De leden van de VVD-fractie vragen waar uit de tekst van de wet blijkt, dat de ombudsman bevoegd is zodra de procedure bij een andere rechterlijke instantie dan een administratieve rechter is beëindigd. Krachtens onderdeel e van artikel 9:22 is de ombudsman niet bevoegd indien het verzoek betrekking heeft op een gedraging ten aanzien waarvan een procedure aanhangig is bij een andere rechterlijke instantie dan een administratieve rechter, of indien er nog beroep openstaat tegen een uitspraak die in een zodanige procedure is gedaan. Zodra de situatie waar deze uitzondering op ziet, is geëindigd, dus zodra de procedure niet meer aanhangig is en er ook geen beroep tegen een in die procedure gedane uitspraak (meer) openstaat, is de ombudsman dus weer wel bevoegd. Dit vloeit voort uit de systematiek van artikel 9:22, waarin de onbevoegdheid van de ombudsman, uitputtend wordt geregeld.

Onderdeel c
De leden van de SGP-fractie vragen of wij bereid zijn om conform het voorstel van de Nationale ombudsman de redactie van artikel 9:8, eerste lid, onderdeel d van de Awb in overeenstemming te brengen met de redactie van artikel 9:22, onderdeel c van dezelfde wet.
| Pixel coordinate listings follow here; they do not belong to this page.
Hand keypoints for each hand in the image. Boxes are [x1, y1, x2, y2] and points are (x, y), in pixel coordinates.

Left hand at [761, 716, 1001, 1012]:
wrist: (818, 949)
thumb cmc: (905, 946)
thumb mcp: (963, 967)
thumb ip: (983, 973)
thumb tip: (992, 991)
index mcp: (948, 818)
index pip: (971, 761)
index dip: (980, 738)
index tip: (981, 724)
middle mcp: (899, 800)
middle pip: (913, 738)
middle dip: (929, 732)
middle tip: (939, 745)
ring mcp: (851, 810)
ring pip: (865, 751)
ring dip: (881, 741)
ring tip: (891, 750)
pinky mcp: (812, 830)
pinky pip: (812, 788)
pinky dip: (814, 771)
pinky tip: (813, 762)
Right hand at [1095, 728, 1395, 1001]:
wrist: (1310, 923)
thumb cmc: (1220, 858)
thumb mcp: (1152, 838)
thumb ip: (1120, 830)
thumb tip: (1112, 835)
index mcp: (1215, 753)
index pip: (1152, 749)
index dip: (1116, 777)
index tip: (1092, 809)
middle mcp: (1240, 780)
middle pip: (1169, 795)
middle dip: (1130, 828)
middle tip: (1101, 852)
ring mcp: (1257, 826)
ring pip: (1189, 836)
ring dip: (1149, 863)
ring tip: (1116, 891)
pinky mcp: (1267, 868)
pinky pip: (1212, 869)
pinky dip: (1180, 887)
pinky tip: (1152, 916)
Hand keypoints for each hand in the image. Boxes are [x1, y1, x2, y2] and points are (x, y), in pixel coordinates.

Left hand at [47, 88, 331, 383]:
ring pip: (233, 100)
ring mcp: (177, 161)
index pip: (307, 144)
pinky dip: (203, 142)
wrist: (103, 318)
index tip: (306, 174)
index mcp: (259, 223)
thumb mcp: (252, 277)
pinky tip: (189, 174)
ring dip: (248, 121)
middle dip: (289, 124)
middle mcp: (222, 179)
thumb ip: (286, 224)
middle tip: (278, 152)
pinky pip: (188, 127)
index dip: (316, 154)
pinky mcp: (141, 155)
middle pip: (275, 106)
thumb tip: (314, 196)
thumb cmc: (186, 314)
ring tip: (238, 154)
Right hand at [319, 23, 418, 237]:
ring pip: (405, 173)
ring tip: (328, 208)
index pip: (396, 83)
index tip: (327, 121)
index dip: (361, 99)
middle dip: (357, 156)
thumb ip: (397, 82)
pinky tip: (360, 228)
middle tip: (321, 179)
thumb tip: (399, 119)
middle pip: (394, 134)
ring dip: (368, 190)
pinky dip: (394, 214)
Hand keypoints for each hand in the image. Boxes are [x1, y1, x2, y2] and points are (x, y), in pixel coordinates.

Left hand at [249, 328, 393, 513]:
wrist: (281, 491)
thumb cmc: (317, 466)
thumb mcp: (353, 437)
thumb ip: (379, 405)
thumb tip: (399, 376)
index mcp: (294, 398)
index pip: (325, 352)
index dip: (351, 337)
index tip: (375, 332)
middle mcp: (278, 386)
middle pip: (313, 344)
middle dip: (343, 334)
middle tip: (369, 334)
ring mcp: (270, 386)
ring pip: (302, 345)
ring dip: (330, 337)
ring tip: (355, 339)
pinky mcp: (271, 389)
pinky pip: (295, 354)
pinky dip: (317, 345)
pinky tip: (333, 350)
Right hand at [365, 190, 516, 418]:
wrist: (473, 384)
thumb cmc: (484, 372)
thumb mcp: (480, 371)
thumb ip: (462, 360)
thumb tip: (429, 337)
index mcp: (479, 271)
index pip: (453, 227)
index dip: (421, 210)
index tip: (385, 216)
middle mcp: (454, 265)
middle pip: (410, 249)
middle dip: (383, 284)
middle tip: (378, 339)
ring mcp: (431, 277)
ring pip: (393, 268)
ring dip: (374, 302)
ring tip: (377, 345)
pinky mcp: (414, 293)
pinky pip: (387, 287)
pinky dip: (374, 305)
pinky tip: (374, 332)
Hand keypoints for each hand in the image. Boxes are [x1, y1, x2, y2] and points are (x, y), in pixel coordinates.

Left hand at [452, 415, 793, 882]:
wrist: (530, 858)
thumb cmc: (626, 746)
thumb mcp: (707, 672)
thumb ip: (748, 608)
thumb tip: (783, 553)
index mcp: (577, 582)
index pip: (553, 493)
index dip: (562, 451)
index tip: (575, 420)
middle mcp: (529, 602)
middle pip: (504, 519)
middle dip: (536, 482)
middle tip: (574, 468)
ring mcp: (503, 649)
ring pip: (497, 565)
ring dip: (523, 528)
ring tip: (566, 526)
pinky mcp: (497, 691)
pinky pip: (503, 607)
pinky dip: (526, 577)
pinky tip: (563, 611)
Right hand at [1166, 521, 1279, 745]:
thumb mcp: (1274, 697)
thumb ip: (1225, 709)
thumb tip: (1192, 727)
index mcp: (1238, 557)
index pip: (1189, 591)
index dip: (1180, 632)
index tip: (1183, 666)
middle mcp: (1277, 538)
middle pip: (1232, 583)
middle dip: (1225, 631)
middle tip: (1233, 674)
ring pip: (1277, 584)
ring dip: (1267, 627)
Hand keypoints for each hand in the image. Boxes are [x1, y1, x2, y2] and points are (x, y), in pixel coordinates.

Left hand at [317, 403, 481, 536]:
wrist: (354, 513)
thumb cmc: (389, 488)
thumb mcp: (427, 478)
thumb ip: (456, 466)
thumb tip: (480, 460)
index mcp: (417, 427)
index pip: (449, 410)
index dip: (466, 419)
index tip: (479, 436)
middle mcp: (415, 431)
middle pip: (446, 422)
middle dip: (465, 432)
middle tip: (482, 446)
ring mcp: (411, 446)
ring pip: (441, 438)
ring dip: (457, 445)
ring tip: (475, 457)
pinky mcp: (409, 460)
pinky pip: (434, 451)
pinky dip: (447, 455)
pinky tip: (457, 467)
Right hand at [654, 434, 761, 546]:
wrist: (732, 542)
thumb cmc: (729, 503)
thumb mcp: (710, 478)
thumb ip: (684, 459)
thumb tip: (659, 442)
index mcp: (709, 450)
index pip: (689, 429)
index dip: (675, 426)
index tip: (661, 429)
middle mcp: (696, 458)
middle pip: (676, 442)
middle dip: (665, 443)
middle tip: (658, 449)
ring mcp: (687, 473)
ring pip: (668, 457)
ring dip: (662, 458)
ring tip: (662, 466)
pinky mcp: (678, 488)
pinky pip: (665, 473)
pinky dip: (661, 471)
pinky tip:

Dit is gebeurd in de bijgevoegde Nota van wijziging. De huidige tekst van artikel 9:8, eerste lid, Awb bevat inderdaad slechts een bevoegdheid, maar geen verplichting voor het bestuursorgaan om een klacht tegen niet tijdig beslissen in behandeling te nemen. In zijn oordeel van 6 november 2002 (JB 2003/63), oordeelde de Nationale ombudsman dat, gelet op het kenbaarheidsvereiste, het bestuursorgaan in een dergelijk geval niet mag afzien van zijn bevoegdheid om een klacht te behandelen. Door de voorgestelde aanpassing van artikel 9:8, eerste lid, onderdeel d, wordt dit nu ook wettelijk vastgelegd.

Dit artikel is met ingang van 1 januari 2012 gewijzigd bij wet van 20 december 2012, Stb. 2012, 682 (Wet aanpassing bestuursprocesrecht; kamerstukken 32 450)

[Eindtekst] In de artikelen 9:22, onderdelen d en e, 9:23, onderdelen g en k, en 9:24, tweede lid, wordt «administratieve rechter» telkens vervangen door: bestuursrechter.

Voorontwerp

In de artikelen 9:22, onderdelen d en e, 9:23, onderdelen f en j, en 9:24, tweede lid, wordt “administratieve rechter” telkens vervangen door: bestuursrechter.

Voorstel van wet

In de artikelen 9:22, onderdelen d en e, 9:23, onderdelen g en k, en 9:24, tweede lid, wordt “administratieve rechter” telkens vervangen door: bestuursrechter.

Memorie van toelichting

Deze wijziging houdt verband met de vervanging van de termen administratieve rechter en administratieve rechtspraak door bestuursrechter en bestuursrechtspraak. Zie de toelichting bij artikel 1:4.